Von den 15 kantonalen Mandaten werden im neuen Parlament nurmehr drei Sitze
durch die Linke (alle SP) vertreten. Die SVP holte sich mit einer Steigerung
auf 31,8% Wählerstimmen und zwei zusätzlichen Mandaten den Wahlsieg.
Der Transportunternehmer und ehemalige FP-Nationalrat Giezendanner erreichte
das beste Wahlresultat im Kanton. Mit jeweils drei Mandaten lagen die SP (18,7%),
die FDP (17,2%) und die CVP (16,3%; +1) bereits deutlich zurück, wobei
die beiden bürgerlichen Parteien im Gegensatz zu den Sozialdemokraten moderate
Stimmengewinne verbuchen konnten.

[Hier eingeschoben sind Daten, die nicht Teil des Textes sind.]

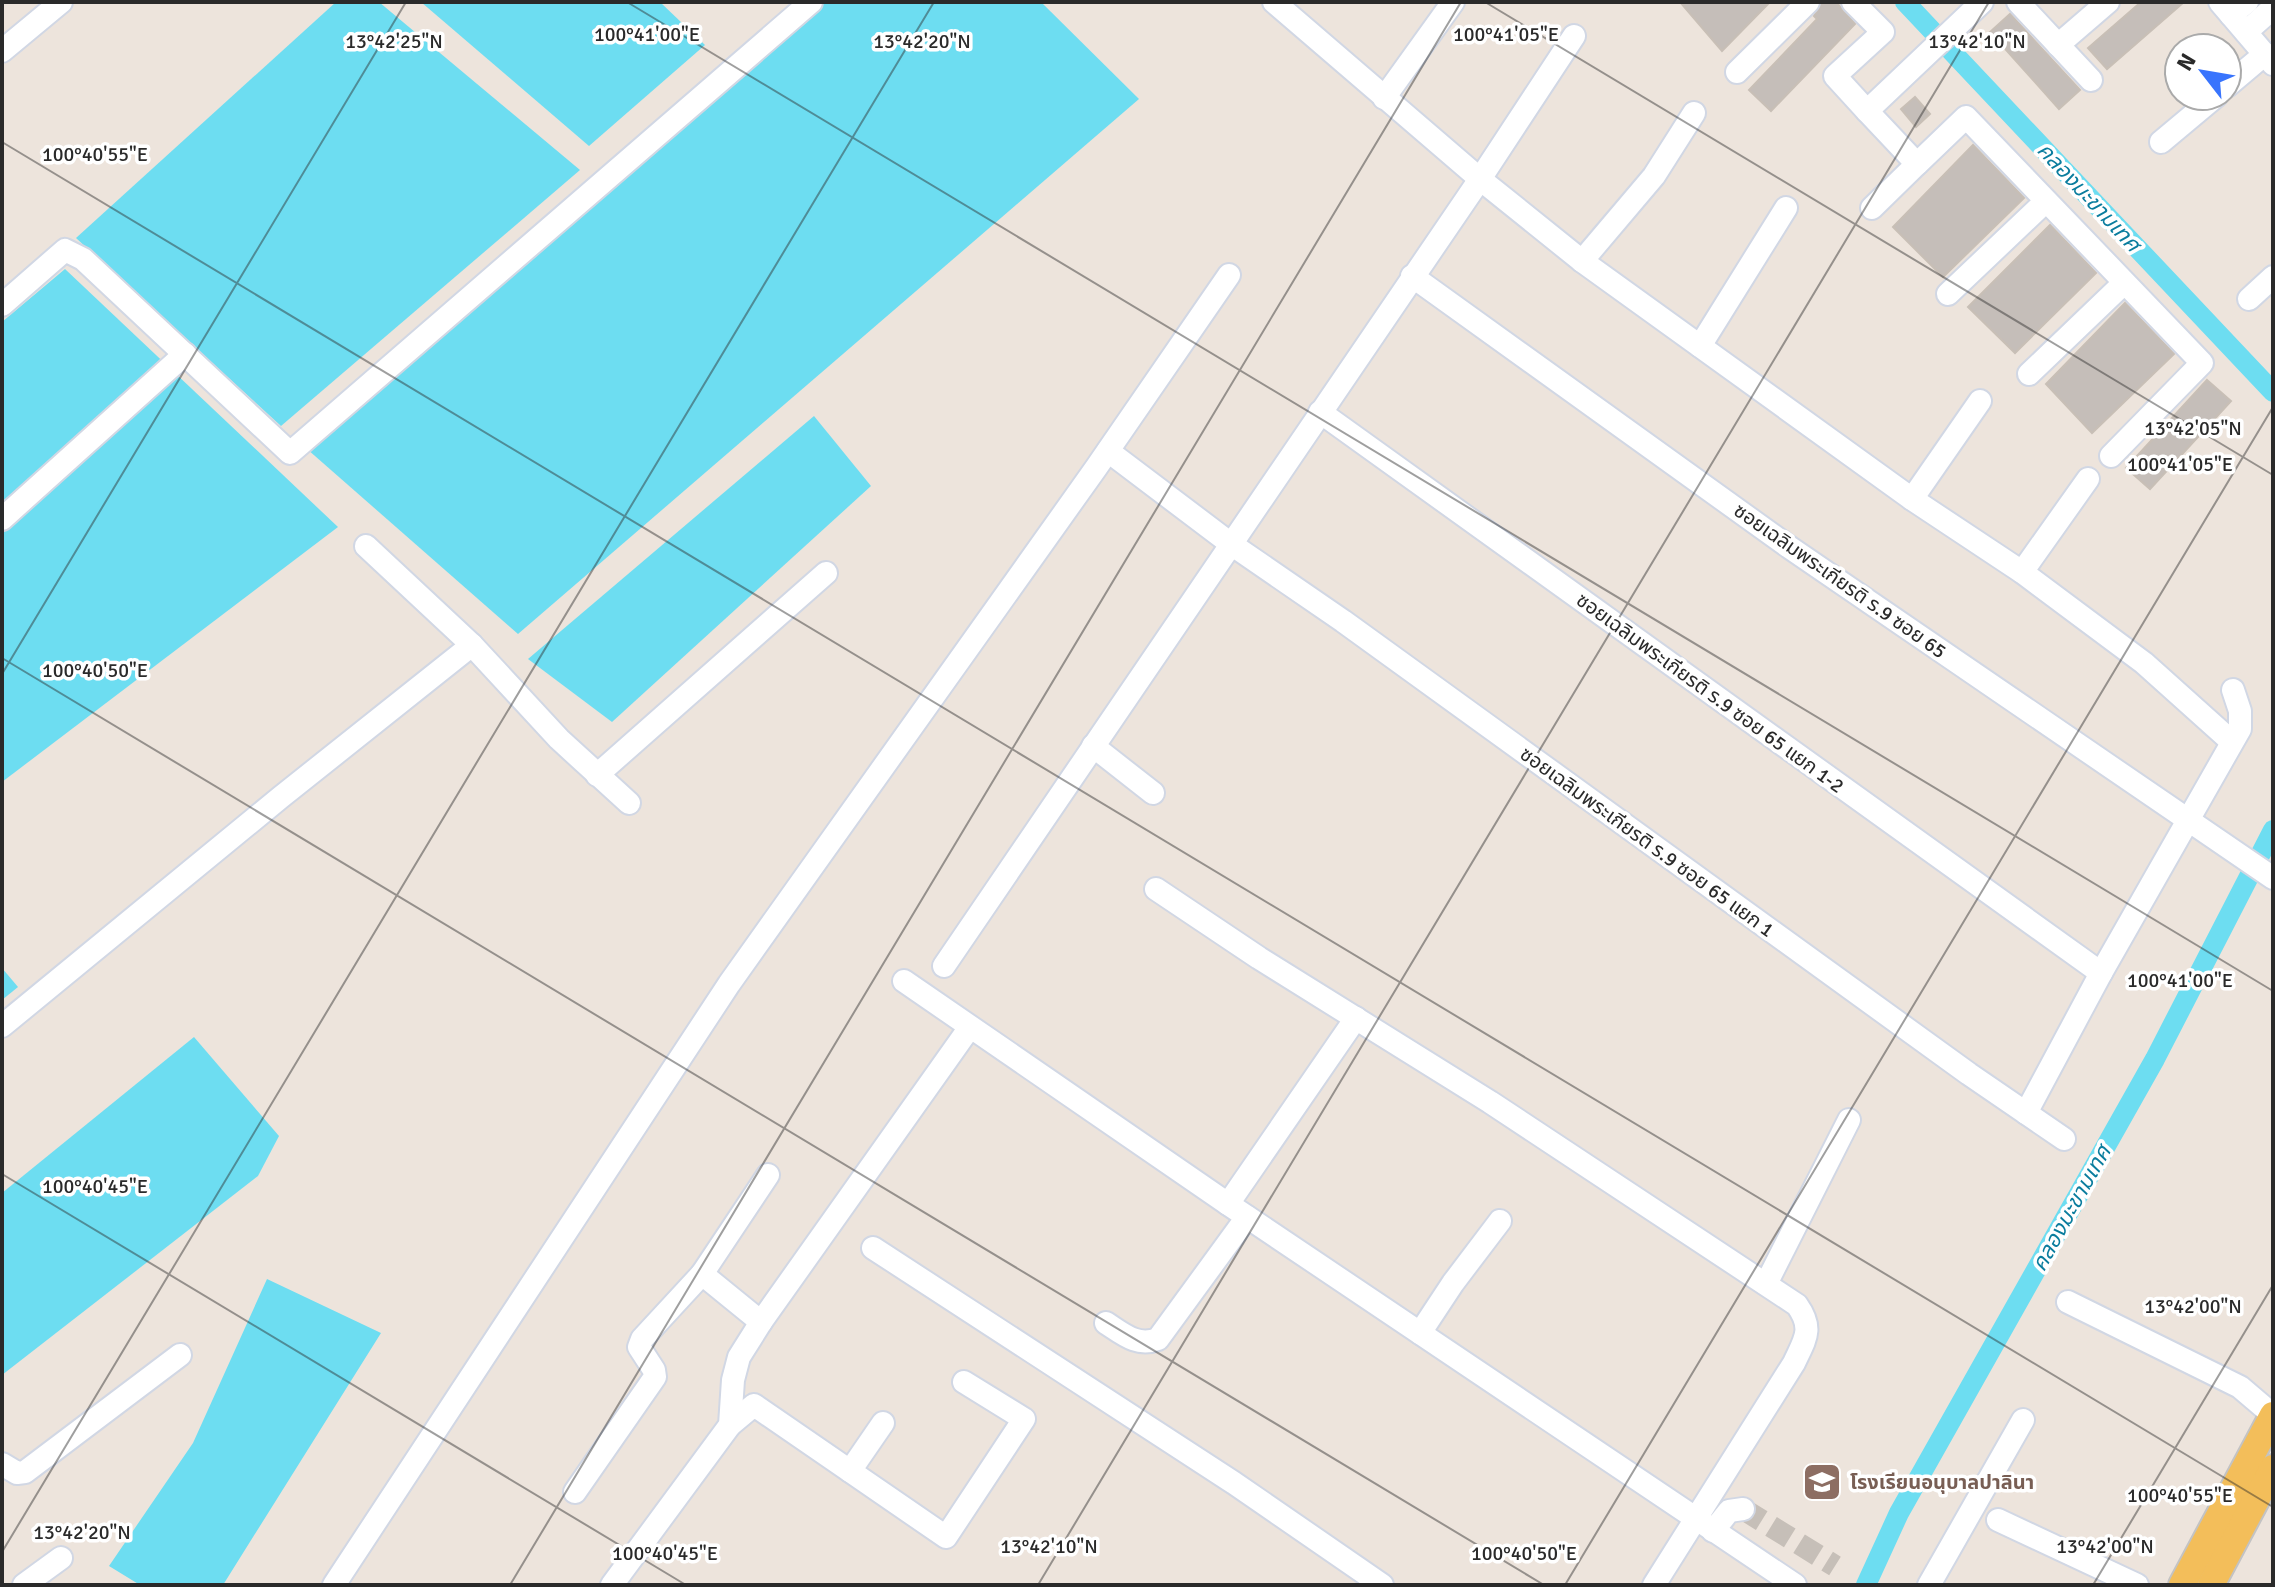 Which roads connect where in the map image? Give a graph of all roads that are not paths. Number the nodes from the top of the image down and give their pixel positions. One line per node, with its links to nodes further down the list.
1 (61, 2): 14 (street)
2 (811, 2): 38 (street)
3 (1453, 2): 19 (street)
4 (1808, 2): 16 (street)
5 (1853, 2): 20 (street)
6 (1982, 2): 20 (street)
7 (2018, 2): 13 (street)
8 (2108, 2): 13 (street)
9 (1279, 3): 19 (street)
10 (2273, 8): 11 (street)
11 (2236, 13): 15 (street)
12 (1574, 36): 25 (street)
13 (2058, 45): 18 (street)
14 (2, 51)
15 (2269, 59): 17 (street)
16 (1737, 72)
17 (2243, 76)
18 (2091, 80)
19 (1384, 98): 25 (street)
20 (1867, 111): 24 (street)
21 (2197, 112): 23 (street)
22 (1694, 113): 29 (street)
23 (2161, 142)
24 (1917, 164): 26 (street); 28 (street)
25 (1480, 179): 29 (street); 31 (street)
26 (2046, 201): 33 (street); 34 (street)
27 (1786, 208): 37 (street)
28 (1872, 208)
29 (1582, 261): 37 (street)
30 (1229, 275): 42 (street)
31 (1412, 276): 41 (street); 58 (street, ซอยเฉลิมพระเกียรติ ร.9 ซอย 65)
32 (2273, 277): 35 (street)
33 (2124, 283): 39 (street); 43 (street)
34 (1948, 294)
35 (2249, 299)
36 (2, 305): 38 (street)
37 (1700, 346): 45 (street)
38 (185, 354): 46 (street)
39 (2029, 374)
40 (1980, 401): 45 (street)
41 (1320, 412): 47 (street); 62 (street, ซอยเฉลิมพระเกียรติ ร.9 ซอย 65 แยก 1-2)
42 (1108, 451): 47 (street, ซอยเฉลิมพระเกียรติ ร.9 ซอย 65 แยก 1); 96 (street)
43 (2111, 456)
44 (2088, 479): 49 (street)
45 (1912, 499): 49 (street)
46 (2, 519)
47 (1231, 544): 54 (street); 67 (street, ซอยเฉลิมพระเกียรติ ร.9 ซอย 65 แยก 1)
48 (366, 546): 51 (street)
49 (2022, 572): 53 (street)
50 (826, 573): 55 (street)
51 (472, 645): 55 (street); 65 (street)
52 (2233, 690): 53 (street)
53 (2231, 741): 58 (street)
54 (1093, 746): 56 (street); 61 (street)
55 (597, 775): 57 (street)
56 (1153, 793)
57 (629, 803)
58 (2188, 822): 59 (street, ซอยเฉลิมพระเกียรติ ร.9 ซอย 65); 62 (street)
59 (2271, 876)
60 (1156, 889): 64 (street)
61 (944, 966)
62 (2101, 973): 67 (street)
63 (904, 981): 66 (street)
64 (1356, 1018): 71 (street); 75 (street)
65 (2, 1026)
66 (970, 1027): 71 (street); 77 (street)
67 (2026, 1113): 69 (street, ซอยเฉลิมพระเกียรติ ร.9 ซอย 65 แยก 1)
68 (1849, 1120): 75 (street)
69 (2064, 1139)
70 (768, 1175): 74 (street)
71 (1238, 1210): 78 (street); 79 (street)
72 (1500, 1221): 79 (street)
73 (873, 1248): 98 (street)
74 (702, 1274): 77 (street); 89 (street)
75 (1766, 1284): 93 (street)
76 (2068, 1302): 82 (street)
77 (761, 1322): 85 (street)
78 (1106, 1323)
79 (1420, 1333): 93 (street)
80 (180, 1355): 86 (street)
81 (964, 1382): 88 (street)
82 (2273, 1415): 103 (main road)
83 (2023, 1420): 101 (street)
84 (883, 1423): 88 (street)
85 (730, 1425): 88 (street); 97 (street)
86 (2, 1464)
87 (2273, 1468): 90 (main road)
88 (850, 1471)
89 (575, 1492)
90 (2265, 1498): 104 (main road)
91 (1743, 1509): 93 (street)
92 (1998, 1520): 102 (street)
93 (1704, 1525): 99 (street); 100 (street)
94 (61, 1558): 95 (street)
95 (24, 1585)
96 (334, 1585)
97 (612, 1585)
98 (1382, 1585)
99 (1654, 1585)
100 (1795, 1585)
101 (1929, 1585)
102 (2137, 1585)
103 (2182, 1585)
104 (2211, 1585)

Die FP verlor ihre beiden bisherigen Sitze;
die Grünen und der LdU mussten ihren Sitz ebenfalls hergeben. Dagegen holte
sich die EVP ein eigenes Mandat.
Nachdem sie vor
vier Jahren in Basel-Stadt einen Erdrutschsieg hatte erringen können,
büsste die SP nun den Sitz der bisherigen Margrit von Felten ein. Diese
war während der Legislatur zum linksgrünen "Bündnis" übergelaufen,
konnte ihr Mandat dort aber nicht verteidigen. Der SP blieben somit drei Nationalratsmandate.
Zweitstärkste Partei wurde die SVP, die, nachdem sie 1995 nicht angetreten
war, gleich einen Stimmenanteil von 13,6% und einen der sechs Sitze eroberte.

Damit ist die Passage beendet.